Background on Serverless

Introduce Microservices, AWS SAM (Serverless Application Model)

Hello everyone, welcome to the part one of the AWS PyCharm tutorial series. Today I will be explaining in brief about micro-services architecture and different serverless frameworks.

Background

Before taking a deep dive into micro-services, let's understand first what is a monolithic architecture. In a traditional monolithic architecture, all processes are tightly coupled and run in a single service. This means that if one process of the application experiences a spike in demand, then the entire architecture must be scaled. If any single service is not functioning properly, then it's going to affect all the services.

microservices Image Source : Amazon Web Services (AWS)
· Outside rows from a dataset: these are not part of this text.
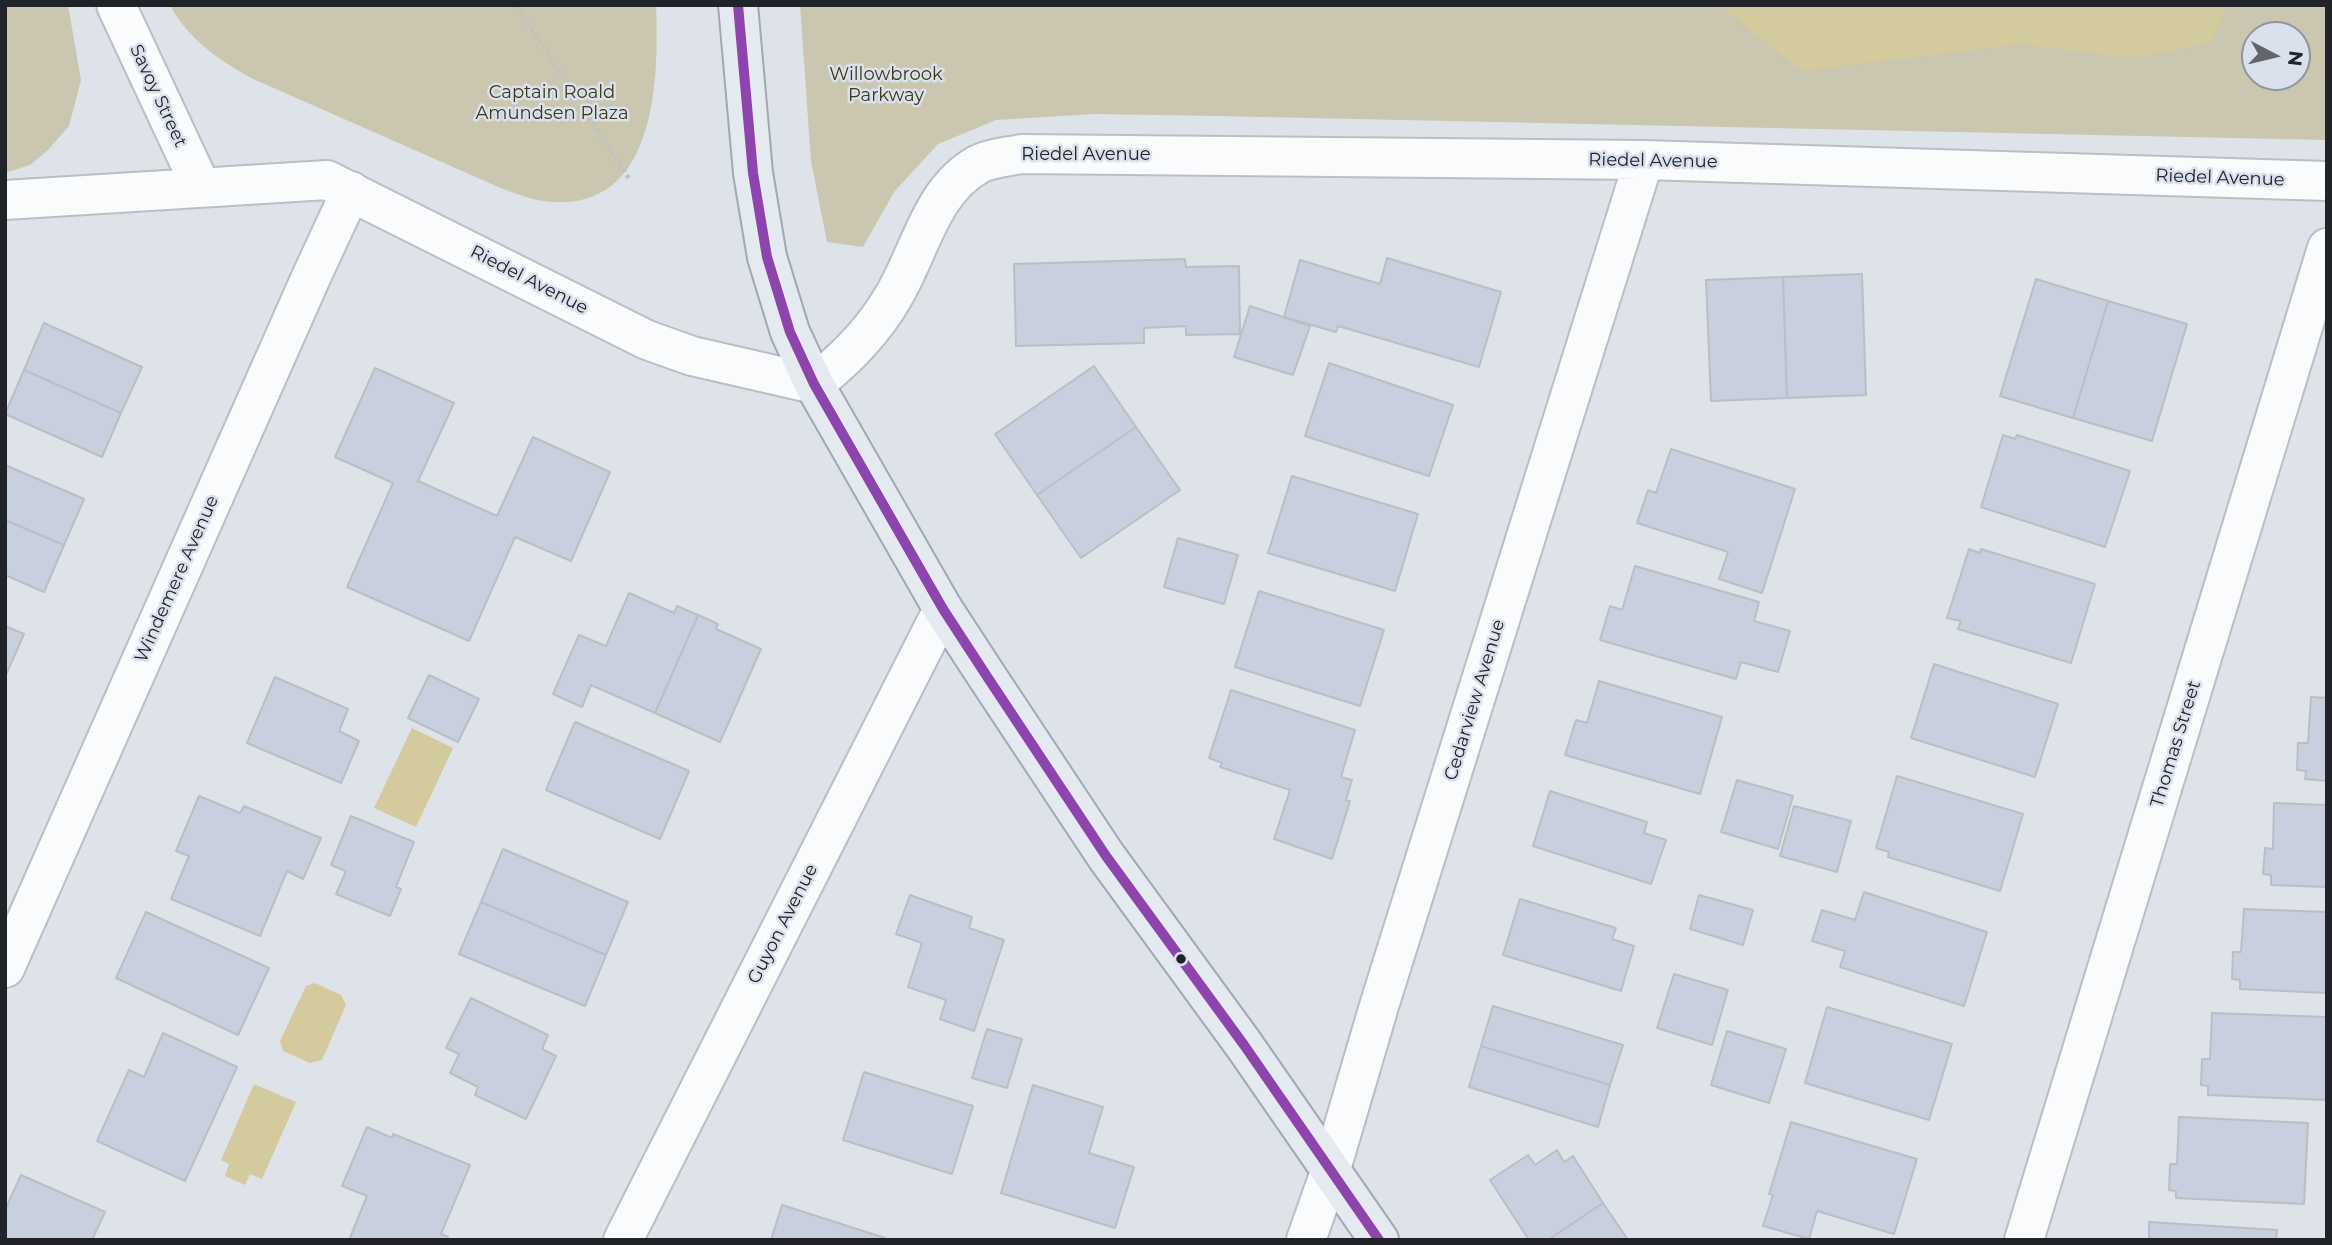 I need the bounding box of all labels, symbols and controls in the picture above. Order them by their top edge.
north arrow [2241,21,2311,91]
street label: Savoy Street [125,41,191,151]
text: N [2283,49,2308,67]
park label: Willowbrook Parkway [829,64,943,106]
park label: Captain Roald Amundsen Plaza [475,82,629,124]
street label: Riedel Avenue [1021,144,1151,166]
street label: Riedel Avenue [1588,149,1718,173]
street label: Riedel Avenue [2155,165,2285,191]
street label: Riedel Avenue [466,241,592,319]
street label: Windemere Avenue [130,492,224,666]
street label: Cedarview Avenue [1440,617,1510,783]
street label: Thomas Street [2146,678,2206,810]
street label: Guyon Avenue [744,861,822,987]
unlabelled marker [1174,952,1188,966] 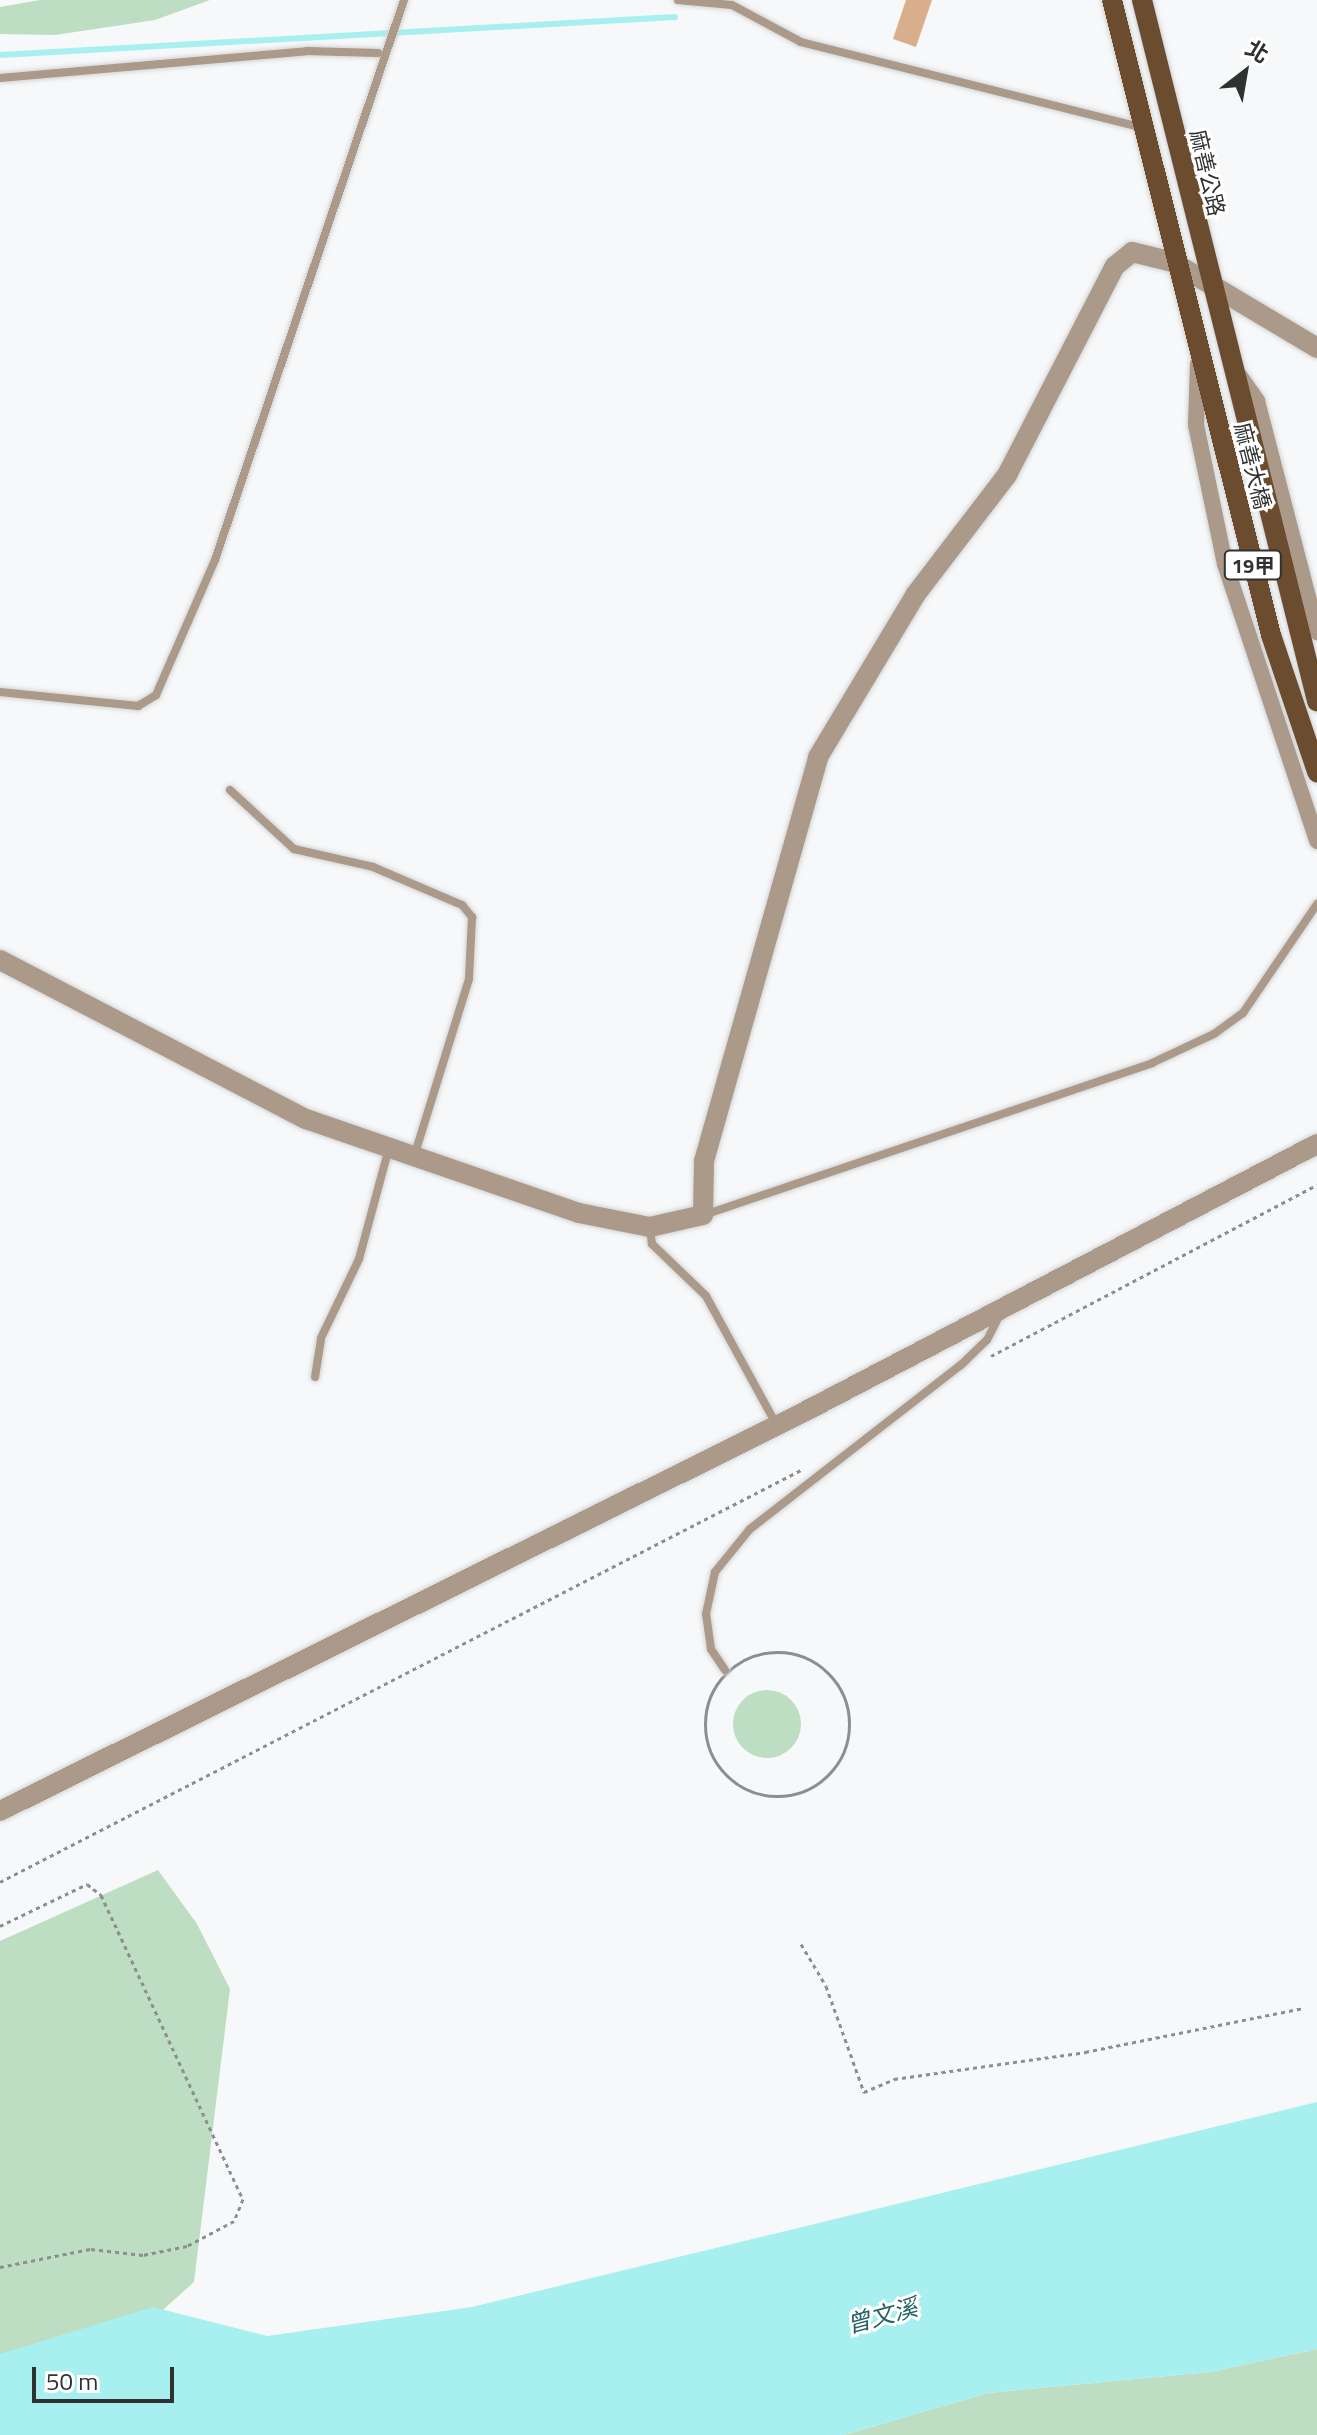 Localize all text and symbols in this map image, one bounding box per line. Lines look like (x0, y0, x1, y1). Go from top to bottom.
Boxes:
text: 北 (1239, 31, 1276, 72)
north arrow (1205, 32, 1285, 112)
street label: 麻善公路 (1184, 127, 1230, 219)
street label: 麻善大橋 (1229, 420, 1275, 512)
road number: 19甲 (1223, 549, 1283, 581)
water label: 曾文溪 (843, 2293, 921, 2339)
scale bar (36, 2351, 178, 2401)
text: 50 m (46, 2363, 98, 2399) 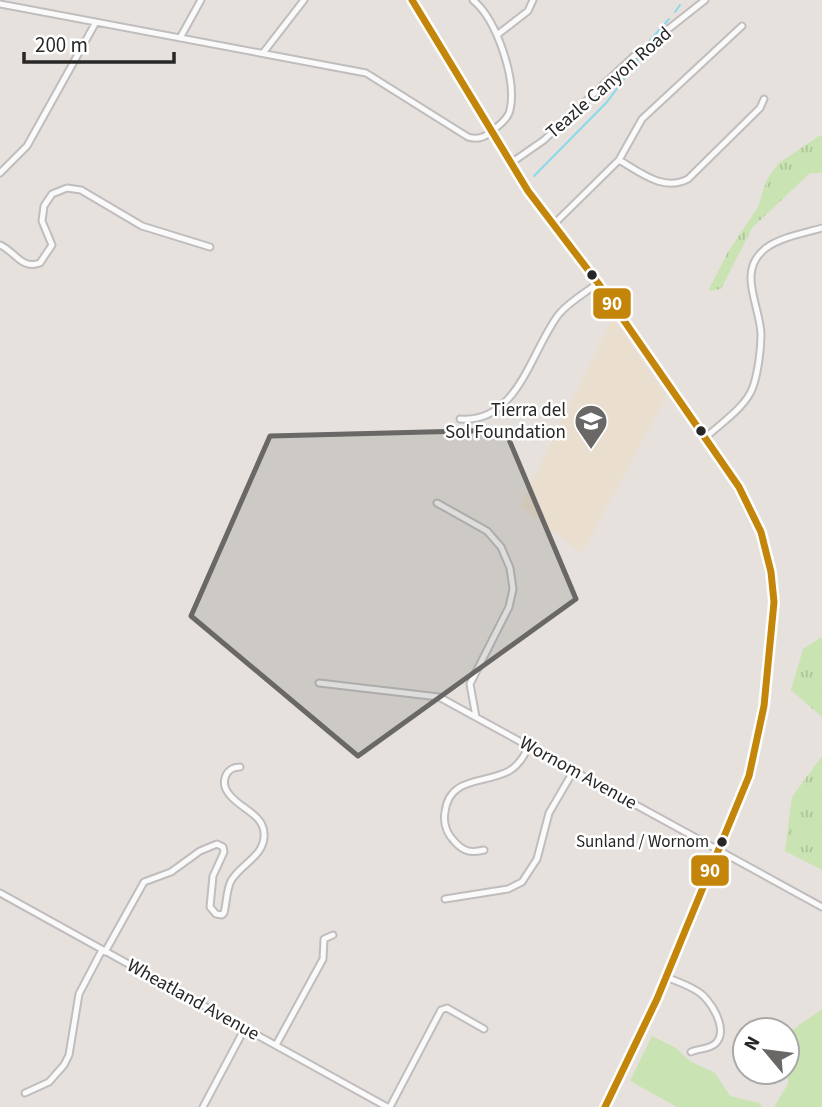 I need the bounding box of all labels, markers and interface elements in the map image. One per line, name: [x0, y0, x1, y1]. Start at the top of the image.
scale bar: [24, 21, 175, 65]
street label: Teazle Canyon Road: [540, 21, 678, 145]
text: 200 m: [35, 30, 88, 60]
unlabelled marker: [585, 268, 599, 282]
line badge: 90: [592, 287, 632, 320]
text: 90: [602, 291, 622, 318]
place label: Tierra del Sol Foundation: [445, 397, 566, 446]
school or university icon: Tierra del Sol Foundation: [572, 402, 610, 451]
unlabelled marker: [694, 424, 708, 438]
street label: Wornom Avenue: [514, 730, 642, 816]
place label: Sunland / Wornom: [576, 830, 709, 854]
marker: Sunland / Wornom: [715, 835, 729, 849]
line badge: 90: [690, 854, 730, 887]
text: 90: [700, 858, 720, 885]
street label: Wheatland Avenue: [122, 952, 264, 1048]
north arrow: [731, 1016, 801, 1086]
text: N: [738, 1031, 767, 1056] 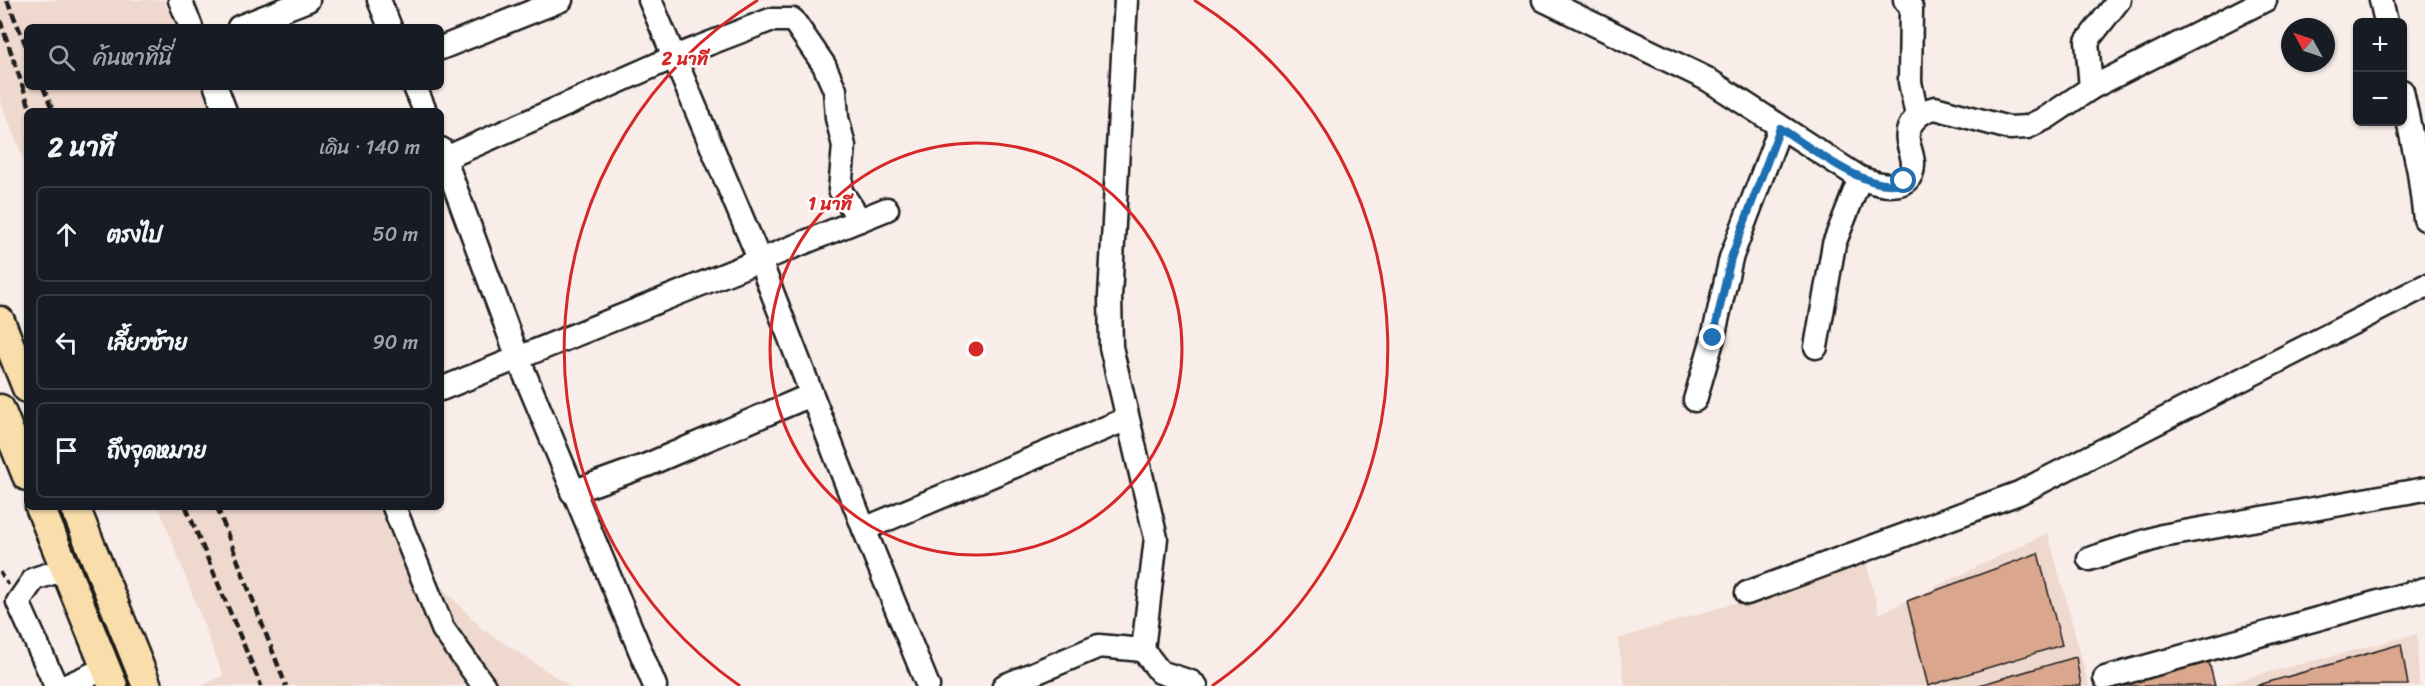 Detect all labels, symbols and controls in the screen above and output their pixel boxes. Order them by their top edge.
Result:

The scenario is completely different when it comes to micro-services. In a micro-service architecture, the services are: loosely coupled, managed by a small team, easily scalable, and the most important part : if one the services goes down, then it won't affect the other services.

If one of your services is built using Java then your other services can also be developed, using python, .net or ruby. Micro-services architectures don't follow a one size fits all approach. Instead, they provide flexibility to the developers, as there is no technology constraint.

There are lots of benefits when it comes to micro-services.

To know more about micro-services I recommend reading aws.amazon.com/microservices

AWS Lambda

aws_lambda

In this course we will be focusing on one of the products that AWS offers for creating serverless applications : AWS Lambda, run code without thinking about servers. Yes that is true. As a customer you don't need to manage any servers because those servers are being managed by AWS. AWS Lambda automatically scales your application by running code in response to each trigger. You are not running your app for 24x7 anymore, and you'll be charged against the time that your functions were running.

AWS SAM (Serverless Application Model)

aws_sam

For this tutorial we will be also using the AWS serverless application model. AWS (SAM) is an open source framework that you can use to build serverless applications on AWS. AWS SAM is based on AWS CloudFormation which defines serverless applications with templates. Essentially a CloudFormation template is now the same thing as an AWS SAM Template. AWS SAM shows developers what objects they can use in a template to model a serverless application.

For reference, you can visit aws.amazon.com/serverless/sam

Serverless Frameworks

There are many ways to create serverless applications and one of them is the serverless framework. It is an open source serverless framework which enables developers to deploy cloud applications on any FaaS (Function As A Service) provider. While the framework is open source, they also provide enterprise support.

For reference, you can visit serverless.com

serverless

There is one more serverless framework called Chalice which is being offered by AWS. Chalice is a framework for writing serverless apps in python. It lets you quickly create and deploy applications that use AWS Lambda. It is highly inspired by flask. It uses a decorator-based syntax used in frameworks such as Flask, Bottle and FastAPI. It has lots of features and seamlessly integrates with AWS services.